Abstract
A combination of denaturing gradient gel electrophoresis (DGGE) and a previously described multiplex PCR approach was employed to detect sourdough lactobacilli. Primers specific for certain groups of Lactobacillus spp. were used to amplify fragments, which were analyzed by DGGE. DGGE profiles obtained from Lactobacillus type strains acted as standards to analyze lactobacilli from four regional Abruzzo (central Italy) sourdoughs.
PCR-based methods are frequently applied for the purpose of bacterial typing (13) or monitoring changes in microbial populations (2). Although a polyphasic methodology, based on both culture-dependent and culture-independent methods, is the preferred approach to determine the presence of metabolically active microflora of fermented foods (1), culture-independent methods are useful tools to rapidly follow microbial communities that are significant for the development of the specific characteristics of the final product, e.g., the population dynamics of various lactobacilli during sourdough fermentation (15).
Among culture-independent methods, developed to circumvent the limitations of conventional microbial community analysis (17), denaturing gradient gel electrophoresis (DGGE) analysis is one of the most widely applied genetic methods to quickly and economically study microbial diversity (10, 12). DGGE represents a method to obtain species information through analysis of PCR products of the same length but with different sequences and is based on differential mobility in an acrylamide gel matrix of increasing denaturant (urea and formamide) concentration. Generally, total bacterial DNA from the habitat of interest is extracted and a region with a hypervariable nucleotide base sequence is amplified by PCR and subjected to DGGE.
This work aimed to develop a single-step identification methodology for the differential detection of 16 Lactobacillus species that are generally associated with the sourdough ecosystem by combining DGGE with a previously described multiplex PCR method (15). The applicability of the system was verified with four sourdoughs from artisan bakeries of the Abruzzo region of central Italy.

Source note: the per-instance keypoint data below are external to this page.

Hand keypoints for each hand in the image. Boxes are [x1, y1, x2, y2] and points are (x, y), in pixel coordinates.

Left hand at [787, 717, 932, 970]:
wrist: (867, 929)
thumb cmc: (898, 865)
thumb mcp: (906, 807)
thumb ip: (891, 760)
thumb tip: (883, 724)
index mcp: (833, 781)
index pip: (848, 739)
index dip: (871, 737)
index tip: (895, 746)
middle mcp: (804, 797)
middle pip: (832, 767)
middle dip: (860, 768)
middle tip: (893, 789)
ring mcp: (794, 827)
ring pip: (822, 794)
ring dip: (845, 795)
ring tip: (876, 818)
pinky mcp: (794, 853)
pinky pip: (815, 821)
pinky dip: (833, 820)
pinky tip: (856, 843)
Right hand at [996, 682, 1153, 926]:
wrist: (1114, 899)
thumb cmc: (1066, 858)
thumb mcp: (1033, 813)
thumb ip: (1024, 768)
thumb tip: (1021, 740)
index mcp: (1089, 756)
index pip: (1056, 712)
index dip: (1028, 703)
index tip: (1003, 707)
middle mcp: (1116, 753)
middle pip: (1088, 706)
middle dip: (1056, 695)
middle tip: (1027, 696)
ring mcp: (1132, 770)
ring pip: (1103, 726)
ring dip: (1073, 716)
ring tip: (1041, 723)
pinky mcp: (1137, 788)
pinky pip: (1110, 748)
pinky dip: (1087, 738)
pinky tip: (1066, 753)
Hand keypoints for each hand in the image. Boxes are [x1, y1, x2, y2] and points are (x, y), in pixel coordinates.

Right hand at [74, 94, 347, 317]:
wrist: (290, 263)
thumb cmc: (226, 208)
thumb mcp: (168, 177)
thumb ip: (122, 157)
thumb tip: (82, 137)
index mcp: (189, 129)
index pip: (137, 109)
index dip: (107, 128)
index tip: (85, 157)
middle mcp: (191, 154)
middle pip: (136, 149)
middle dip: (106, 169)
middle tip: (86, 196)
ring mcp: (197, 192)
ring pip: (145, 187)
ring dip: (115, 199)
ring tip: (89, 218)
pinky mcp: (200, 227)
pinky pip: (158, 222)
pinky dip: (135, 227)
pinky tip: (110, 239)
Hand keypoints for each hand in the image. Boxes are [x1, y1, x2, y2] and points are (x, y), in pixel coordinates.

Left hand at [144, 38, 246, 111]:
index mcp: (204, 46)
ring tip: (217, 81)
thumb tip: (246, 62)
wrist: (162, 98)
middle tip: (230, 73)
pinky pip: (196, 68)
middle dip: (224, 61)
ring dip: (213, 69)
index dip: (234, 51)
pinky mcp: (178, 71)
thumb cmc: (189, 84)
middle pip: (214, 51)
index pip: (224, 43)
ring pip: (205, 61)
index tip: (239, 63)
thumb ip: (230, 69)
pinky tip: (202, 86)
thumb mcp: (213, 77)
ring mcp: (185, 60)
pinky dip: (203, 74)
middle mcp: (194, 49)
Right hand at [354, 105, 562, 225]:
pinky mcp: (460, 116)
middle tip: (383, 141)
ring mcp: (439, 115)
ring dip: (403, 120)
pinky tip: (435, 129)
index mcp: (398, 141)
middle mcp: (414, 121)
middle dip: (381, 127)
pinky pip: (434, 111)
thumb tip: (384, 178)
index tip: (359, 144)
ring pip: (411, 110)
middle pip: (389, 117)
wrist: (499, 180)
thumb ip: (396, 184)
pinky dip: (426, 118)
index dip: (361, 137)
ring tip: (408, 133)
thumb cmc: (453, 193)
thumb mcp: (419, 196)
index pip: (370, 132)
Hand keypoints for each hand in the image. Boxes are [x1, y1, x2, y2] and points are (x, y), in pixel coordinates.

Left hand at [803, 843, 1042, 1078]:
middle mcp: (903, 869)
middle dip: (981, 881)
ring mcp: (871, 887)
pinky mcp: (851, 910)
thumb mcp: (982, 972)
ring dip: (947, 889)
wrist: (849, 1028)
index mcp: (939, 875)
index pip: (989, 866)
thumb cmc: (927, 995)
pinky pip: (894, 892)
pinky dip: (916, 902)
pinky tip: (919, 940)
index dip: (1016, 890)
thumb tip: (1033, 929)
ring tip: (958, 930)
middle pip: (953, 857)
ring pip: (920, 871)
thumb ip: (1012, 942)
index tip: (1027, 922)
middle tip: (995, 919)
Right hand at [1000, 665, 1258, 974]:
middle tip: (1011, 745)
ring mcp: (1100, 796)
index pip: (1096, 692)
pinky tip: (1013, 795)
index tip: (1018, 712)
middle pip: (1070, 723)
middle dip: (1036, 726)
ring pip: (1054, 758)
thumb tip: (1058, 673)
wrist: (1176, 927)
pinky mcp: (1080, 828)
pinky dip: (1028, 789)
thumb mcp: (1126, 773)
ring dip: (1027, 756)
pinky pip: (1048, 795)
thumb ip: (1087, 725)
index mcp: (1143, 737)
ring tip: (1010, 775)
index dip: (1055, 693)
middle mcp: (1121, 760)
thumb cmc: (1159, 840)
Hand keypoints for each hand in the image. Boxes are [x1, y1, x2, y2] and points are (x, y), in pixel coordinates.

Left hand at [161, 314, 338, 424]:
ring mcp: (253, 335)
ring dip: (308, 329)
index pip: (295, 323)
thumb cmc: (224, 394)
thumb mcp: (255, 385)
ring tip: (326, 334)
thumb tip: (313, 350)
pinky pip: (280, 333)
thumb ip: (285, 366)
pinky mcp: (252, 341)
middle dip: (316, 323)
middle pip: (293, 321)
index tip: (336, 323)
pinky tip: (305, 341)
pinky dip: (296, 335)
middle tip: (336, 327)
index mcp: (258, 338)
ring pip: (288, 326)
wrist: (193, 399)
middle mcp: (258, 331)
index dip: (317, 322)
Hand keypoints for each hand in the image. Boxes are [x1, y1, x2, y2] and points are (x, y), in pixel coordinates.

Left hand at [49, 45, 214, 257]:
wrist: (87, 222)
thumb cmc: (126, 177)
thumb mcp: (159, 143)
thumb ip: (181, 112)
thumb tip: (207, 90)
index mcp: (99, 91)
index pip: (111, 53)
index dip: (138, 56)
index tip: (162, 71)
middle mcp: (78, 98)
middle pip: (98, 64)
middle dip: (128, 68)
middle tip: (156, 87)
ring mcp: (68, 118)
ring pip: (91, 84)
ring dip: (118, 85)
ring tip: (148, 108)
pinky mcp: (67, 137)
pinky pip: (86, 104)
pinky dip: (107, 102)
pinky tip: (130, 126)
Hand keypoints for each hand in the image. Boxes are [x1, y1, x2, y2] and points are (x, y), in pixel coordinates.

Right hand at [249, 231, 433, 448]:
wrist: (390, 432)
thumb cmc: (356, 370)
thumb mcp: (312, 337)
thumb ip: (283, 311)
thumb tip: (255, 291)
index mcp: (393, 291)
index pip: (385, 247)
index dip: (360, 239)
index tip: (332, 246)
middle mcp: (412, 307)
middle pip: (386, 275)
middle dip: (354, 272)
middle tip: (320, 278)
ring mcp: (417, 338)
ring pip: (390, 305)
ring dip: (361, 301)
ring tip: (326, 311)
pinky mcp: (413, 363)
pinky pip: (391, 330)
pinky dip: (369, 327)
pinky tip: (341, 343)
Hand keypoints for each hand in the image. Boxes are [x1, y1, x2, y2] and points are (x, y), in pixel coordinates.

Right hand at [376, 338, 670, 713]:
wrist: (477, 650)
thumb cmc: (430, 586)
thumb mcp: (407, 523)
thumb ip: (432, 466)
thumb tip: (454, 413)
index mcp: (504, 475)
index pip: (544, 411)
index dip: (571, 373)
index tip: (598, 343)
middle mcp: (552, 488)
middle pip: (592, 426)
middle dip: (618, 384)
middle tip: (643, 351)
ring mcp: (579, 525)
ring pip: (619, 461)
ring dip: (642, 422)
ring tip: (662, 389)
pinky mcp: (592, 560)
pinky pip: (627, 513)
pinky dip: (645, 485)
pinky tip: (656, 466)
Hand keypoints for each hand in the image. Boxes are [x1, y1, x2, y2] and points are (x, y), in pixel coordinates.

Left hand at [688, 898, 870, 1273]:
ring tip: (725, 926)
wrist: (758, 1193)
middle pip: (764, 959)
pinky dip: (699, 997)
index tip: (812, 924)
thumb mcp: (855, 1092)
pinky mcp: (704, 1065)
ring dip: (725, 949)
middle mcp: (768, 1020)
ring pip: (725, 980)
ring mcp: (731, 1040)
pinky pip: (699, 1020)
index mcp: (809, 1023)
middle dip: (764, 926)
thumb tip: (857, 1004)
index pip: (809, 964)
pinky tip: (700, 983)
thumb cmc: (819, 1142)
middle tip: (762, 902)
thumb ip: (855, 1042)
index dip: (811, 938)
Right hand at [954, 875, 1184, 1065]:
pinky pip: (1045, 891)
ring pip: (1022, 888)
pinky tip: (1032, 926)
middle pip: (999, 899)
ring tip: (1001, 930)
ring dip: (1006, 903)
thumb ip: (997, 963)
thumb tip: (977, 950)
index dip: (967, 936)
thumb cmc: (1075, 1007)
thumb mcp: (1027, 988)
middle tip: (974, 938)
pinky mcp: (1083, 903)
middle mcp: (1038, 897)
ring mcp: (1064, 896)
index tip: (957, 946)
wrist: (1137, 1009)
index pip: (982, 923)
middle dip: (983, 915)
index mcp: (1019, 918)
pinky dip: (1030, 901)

Strains used in this study are listed in Table 1. Sourdough lactic acid bacteria were propagated in sourdough bacterial broth (8) at 30°C for 24 h, while all other strains were propagated as indicated by the respective culture collections for 24 h.
TABLE 1.
Lactic acid bacterial strains used in this study
| Strain | Source | Aim |
|---|---|---|
| Lactobacillus alimentarius LMG 9187T | Culture collectiona | DGGE development |
| L. alimentarius DSM 20181 | Culture collection | System validation |
| Lactobacillus brevis ATCC 14869T | Culture collection | DGGE development |
| L. brevis 5Z | Sourdough, Italy | System validation |
| Lactobacillus farciminis DSM 20184T | Culture collection | DGGE development |
| L. farciminis DSM 20180 | Culture collection | System validation |
| Lactobacillus fermentum ATCC 14931T | Culture collection | DGGE development |
| L. fermentum DSM 20391 | Culture collection | System validation |
| Lactobacillus fructivorans DSM 20203T | Culture collection | DGGE development |
| L. fructivorans DSM 20607 | Culture collection | System validation |
| Lactobacillus frumenti DSM 13145T | Culture collection | DGGE development |
| Lactobacillus hilgardii DSM 20176T | Culture collection | DGGE development |
| L. hilgardii DSM 20051 | Culture collection | System validation |
| Lactobacillus mindensis DSM 14500T | Culture collection | DGGE development |
| Lactobacillus panis DSM 6035T | Culture collection | DGGE development |
| Lactobacillus paralimentarius DSM 13238T | Culture collection | DGGE development |
| L. paralimentarius CQ5 | Sourdough, Italy | System validation |
| Lactobacillus paraplantarum DSM 10667T | Culture collection | DGGE development |
| L. paraplantarum DSM 10641 | Culture collection | System validation |
| Lactobacillus pentosus ATCC 8041T | Culture collection | DGGE development |
| L. pentosus DSM 20199 | Culture collection | System validation |
| Lactobacillus plantarum ATCC 14917T | Culture collection | DGGE development |
| L. plantarum 20 | Sourdough, Italy | System validation |
| Lactobacillus pontis DSM 8475T | Culture collection | DGGE development |
| L. pontis DSM 8476 | Culture collection | System validation |
| Lactobacillus rossiae DSM 15814T | Culture collection | DGGE development |
| Lactobacillus sanfranciscensis DSM 20451T | Culture collection | DGGE development |
| L. sanfranciscensis 7A | Sourdough, Italy | System validation |
| Lactococcus lactis subsp. lactis DSM 20481T | Culture collection | Specificity check |
| Weissella confusa DSM 20196T | Culture collection | Specificity check |
American Type Culture Collection (ATCC), Manassas, Va.; Deutsche sammlung von Mikroorganismen und Zellkulturen (DSM), Braunschweig, Germany; and Laboratorium voor Microbiologie, University of Ghent, (LMG), Ghent, Belgium.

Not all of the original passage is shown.